→ AIM OF THE TASK:
Could you show all lines in the entries below that contain the string "linecap"?

====== DATA EXTRACT

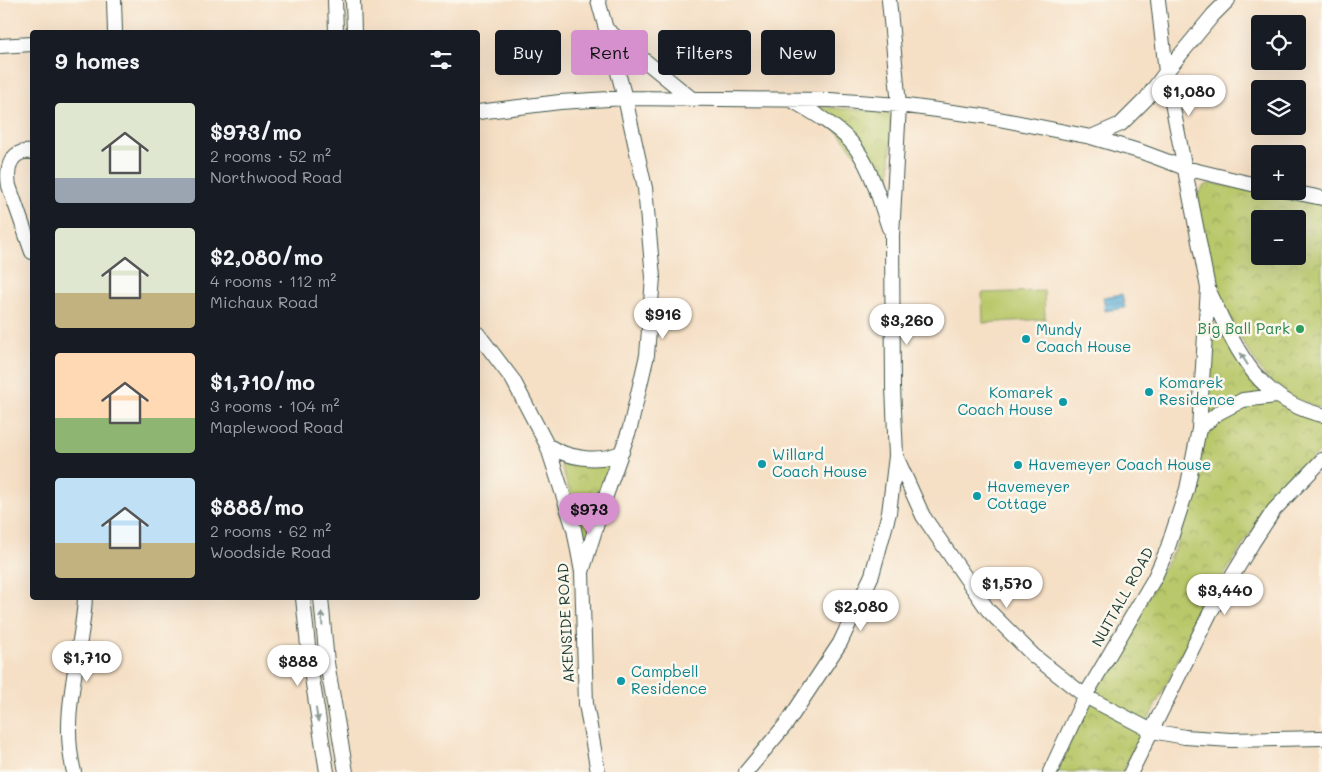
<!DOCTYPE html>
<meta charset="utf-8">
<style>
body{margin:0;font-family:Mali,sans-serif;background:#242831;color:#f1f3f6;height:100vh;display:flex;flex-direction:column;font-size:19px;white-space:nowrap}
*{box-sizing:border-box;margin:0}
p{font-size:16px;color:#9ea1a6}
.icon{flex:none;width:28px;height:28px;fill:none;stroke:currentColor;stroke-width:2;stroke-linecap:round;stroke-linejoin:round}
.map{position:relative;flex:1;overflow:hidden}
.panel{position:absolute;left:30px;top:30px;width:450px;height:570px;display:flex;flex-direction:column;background:#171b24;border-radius:5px;box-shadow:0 5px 20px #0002}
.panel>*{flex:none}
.hud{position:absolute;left:495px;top:30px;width:475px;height:45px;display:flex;gap:10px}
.buttons{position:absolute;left:1251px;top:15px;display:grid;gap:10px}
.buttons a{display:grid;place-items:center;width:55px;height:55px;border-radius:5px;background:#171b24;box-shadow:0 5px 20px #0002;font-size:25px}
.price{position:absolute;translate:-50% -42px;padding:0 11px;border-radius:18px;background:#fff;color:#222;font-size:16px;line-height:32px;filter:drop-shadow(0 1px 2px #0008)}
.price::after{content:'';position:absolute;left:50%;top:30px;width:15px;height:11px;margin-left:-8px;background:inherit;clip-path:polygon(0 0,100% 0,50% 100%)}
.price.selected{background:#d690ce;color:#111}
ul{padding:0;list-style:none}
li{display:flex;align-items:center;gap:15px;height:125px;padding:0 25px}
li span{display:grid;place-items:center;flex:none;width:140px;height:100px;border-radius:5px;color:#555}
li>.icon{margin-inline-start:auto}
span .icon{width:60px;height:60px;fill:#fffc;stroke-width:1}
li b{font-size:21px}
h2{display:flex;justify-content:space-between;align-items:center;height:60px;padding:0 25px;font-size:21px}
.pill{padding:0 18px;border-radius:5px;background:#171b24;box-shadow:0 5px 20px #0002;font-size:18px;line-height:45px}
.pill.selected{background:#d690ce;color:#111}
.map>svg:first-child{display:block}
.grass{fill:#b9c86b;stroke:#6c8250}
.park{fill:url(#park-crowns);stroke:#6c8250;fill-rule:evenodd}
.water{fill:url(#water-rules);stroke:#3e7586}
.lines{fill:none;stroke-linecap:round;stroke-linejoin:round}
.minor-casing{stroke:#3f554a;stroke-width:16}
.minor{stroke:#fff;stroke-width:14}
.oneway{fill:#8f9e9a}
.leisure-dot{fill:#2e9e5b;stroke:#fbf7ec;stroke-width:2}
.culture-dot{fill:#0f9aa8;stroke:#fbf7ec;stroke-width:2}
.labels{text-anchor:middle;stroke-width:5;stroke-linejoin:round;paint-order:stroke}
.leisure-label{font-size:15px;fill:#27864d;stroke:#fbf7ec;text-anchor:end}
.culture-label{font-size:15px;fill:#0d838f;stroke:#fbf7ec;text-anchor:start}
.street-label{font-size:15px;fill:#1f3d34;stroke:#fbf7ec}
</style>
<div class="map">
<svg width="1322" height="772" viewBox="0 0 1322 772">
<defs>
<pattern id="park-crowns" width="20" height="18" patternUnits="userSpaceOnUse" patternTransform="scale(1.25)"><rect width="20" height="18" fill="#b9c86b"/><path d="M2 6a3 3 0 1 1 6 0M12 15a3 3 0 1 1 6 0" fill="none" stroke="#96a459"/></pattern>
<pattern id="water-rules" width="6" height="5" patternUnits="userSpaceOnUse" patternTransform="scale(1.25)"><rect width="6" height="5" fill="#5dadd8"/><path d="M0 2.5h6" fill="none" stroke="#4c8eb0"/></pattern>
</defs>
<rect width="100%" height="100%" fill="#fbf7ec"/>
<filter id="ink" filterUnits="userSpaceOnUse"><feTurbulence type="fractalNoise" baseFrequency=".02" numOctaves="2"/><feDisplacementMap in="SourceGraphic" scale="10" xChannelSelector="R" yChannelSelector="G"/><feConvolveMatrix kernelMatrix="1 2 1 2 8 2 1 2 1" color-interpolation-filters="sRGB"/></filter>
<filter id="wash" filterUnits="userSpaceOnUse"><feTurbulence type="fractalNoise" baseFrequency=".0096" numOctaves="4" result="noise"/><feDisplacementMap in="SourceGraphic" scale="20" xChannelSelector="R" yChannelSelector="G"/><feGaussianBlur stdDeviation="1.12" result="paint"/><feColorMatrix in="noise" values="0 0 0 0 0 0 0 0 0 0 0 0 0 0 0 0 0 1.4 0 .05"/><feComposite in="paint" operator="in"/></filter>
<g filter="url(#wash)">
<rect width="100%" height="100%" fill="#f5dfc5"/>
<path class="grass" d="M1044 291 1045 319 983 323 982 293Z"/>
<path class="park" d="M822 107 888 112 891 119 890 182 888 205 882 188 820 109Z
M1211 183 1322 204V409L1298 400 1281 390 1264 375 1241 339 1219 299 1210 269 1196 200C1199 191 1201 186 1211 183ZM1260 219H1298V256H1260Z
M1214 324 1218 326 1236 357 1322 421V450C1281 484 1253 527 1226 572 1188 637 1156 705 1122 772H1056L1101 681 1175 548 1188 512 1193 490 1211 326Z
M564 460 605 464 608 467 585 542H583L569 490 561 466Z"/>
<path class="water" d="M1122 294 1125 308 1105 311 1103 297Z"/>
</g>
<g filter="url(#ink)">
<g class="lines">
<g class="minor-casing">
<path id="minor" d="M114 0 115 32
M335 0 336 32
M353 0 354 32
M606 29 692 99
M0 46 32 44
M793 101C812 112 834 124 850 141 871 164 879 199 889 228
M478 112 560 102 625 98 830 100 899 105 983 116 1091 137 1142 152 1185 168 1260 186
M1091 137 1121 124 1146 99 1166 72 1213 15 1228 0
M32 152C10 149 6 169 9 186L32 252
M1288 191 1322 198
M1209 291C1235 346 1255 400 1322 415
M478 334 513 380 547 445 574 529 582 572 586 704 598 772
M1199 429 1218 413 1243 400 1276 396
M547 445C567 458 599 464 622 452
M896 456 923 516 988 610 1034 656 1085 696 1152 731 1185 737 1231 740 1322 738
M582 572 603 504 630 428 647 355 653 277 645 188 625 98 598 0
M303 598 310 665 327 772
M321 598 327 663 346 772
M74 772C59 714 82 655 85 598
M746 772 787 723 840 643 872 575 889 513 896 456 893 387 892 236 899 105 889 0
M1050 772 1085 696 1154 579 1167 550 1187 489 1199 429 1208 288 1166 72 1158 0
M1131 772 1211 611 1253 542 1274 510 1322 460"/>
</g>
<use href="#minor" class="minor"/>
</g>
<defs><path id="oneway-solid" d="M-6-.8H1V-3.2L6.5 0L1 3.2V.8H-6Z" transform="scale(1.25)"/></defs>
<g class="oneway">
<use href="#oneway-solid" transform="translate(1244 359) rotate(-122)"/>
<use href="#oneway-solid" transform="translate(322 619) rotate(-93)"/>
<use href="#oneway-solid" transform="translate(317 715) rotate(81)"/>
</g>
</g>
<circle class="leisure-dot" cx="1300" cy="329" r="5"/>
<g class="culture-dot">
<circle cx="1026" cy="339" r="5"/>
<circle cx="1149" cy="392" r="5"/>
<circle cx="1063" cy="402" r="5"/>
<circle cx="762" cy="464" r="5"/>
<circle cx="1018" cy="465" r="5"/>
<circle cx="977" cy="496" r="5"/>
<circle cx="621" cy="681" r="5"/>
</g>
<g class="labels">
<g class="leisure-label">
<text x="1290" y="334">Big Ball Park</text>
</g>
<g class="culture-label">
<text x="1036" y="335">Mundy<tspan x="1036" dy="17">Coach House</tspan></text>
<text x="1159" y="388">Komarek<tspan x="1159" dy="17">Residence</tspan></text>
<text x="1053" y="398" text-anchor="end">Komarek<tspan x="1053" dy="17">Coach House</tspan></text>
<text x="772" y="460">Willard<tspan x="772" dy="17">Coach House</tspan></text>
<text x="1028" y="470">Havemeyer Coach House</text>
<text x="987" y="492">Havemeyer<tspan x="987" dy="17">Cottage</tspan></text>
<text x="631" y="677">Campbell<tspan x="631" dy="17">Residence</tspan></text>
</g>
<g class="street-label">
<text transform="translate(1123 597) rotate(-61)" y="5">NUTTALL ROAD</text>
<text transform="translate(566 623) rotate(-93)" y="5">AKENSIDE ROAD</text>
</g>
</g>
</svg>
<div class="buttons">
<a><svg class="icon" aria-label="locate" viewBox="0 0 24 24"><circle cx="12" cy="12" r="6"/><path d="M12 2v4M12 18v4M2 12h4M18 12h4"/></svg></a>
<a><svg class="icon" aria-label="layers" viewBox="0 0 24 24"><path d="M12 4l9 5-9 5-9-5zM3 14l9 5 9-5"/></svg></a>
<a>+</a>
<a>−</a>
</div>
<b class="price" style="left:1189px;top:117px">$1,080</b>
<b class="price" style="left:663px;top:340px">$916</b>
<b class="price" style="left:907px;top:346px">$3,260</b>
<b class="price selected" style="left:589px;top:535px">$973</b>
<b class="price" style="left:1007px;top:609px">$1,570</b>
<b class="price" style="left:1225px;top:616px">$3,440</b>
<b class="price" style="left:861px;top:632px">$2,080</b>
<b class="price" style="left:87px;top:683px">$1,710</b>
<b class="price" style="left:298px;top:687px">$888</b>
<div class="hud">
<a class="pill">Buy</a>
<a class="pill selected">Rent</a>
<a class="pill">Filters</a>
<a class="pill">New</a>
</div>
<section class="panel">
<h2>9 homes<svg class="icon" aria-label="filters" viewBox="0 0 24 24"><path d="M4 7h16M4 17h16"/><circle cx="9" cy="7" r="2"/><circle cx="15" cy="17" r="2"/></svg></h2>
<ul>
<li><span style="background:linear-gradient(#dfe7d0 75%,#9aa5b1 0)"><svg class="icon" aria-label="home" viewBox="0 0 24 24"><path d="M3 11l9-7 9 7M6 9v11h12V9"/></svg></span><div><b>$973/mo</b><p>2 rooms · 52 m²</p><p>Northwood Road</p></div></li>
<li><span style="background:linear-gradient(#dfe7d0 65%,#c2b280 0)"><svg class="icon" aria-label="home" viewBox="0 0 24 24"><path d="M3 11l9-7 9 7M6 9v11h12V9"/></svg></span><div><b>$2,080/mo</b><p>4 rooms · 112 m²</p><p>Michaux Road</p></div></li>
<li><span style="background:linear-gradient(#ffd9b3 65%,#8fb573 0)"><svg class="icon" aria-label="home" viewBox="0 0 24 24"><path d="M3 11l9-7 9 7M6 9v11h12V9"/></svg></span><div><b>$1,710/mo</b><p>3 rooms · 104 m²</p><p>Maplewood Road</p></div></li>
<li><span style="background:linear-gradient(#bfe0f5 65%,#c2b280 0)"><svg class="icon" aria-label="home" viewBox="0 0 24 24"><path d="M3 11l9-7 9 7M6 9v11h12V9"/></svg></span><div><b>$888/mo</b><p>2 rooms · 62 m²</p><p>Woodside Road</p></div></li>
</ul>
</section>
</div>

============

→ RESPONSE BELOW:
.icon{flex:none;width:28px;height:28px;fill:none;stroke:currentColor;stroke-width:2;stroke-linecap:round;stroke-linejoin:round}
.lines{fill:none;stroke-linecap:round;stroke-linejoin:round}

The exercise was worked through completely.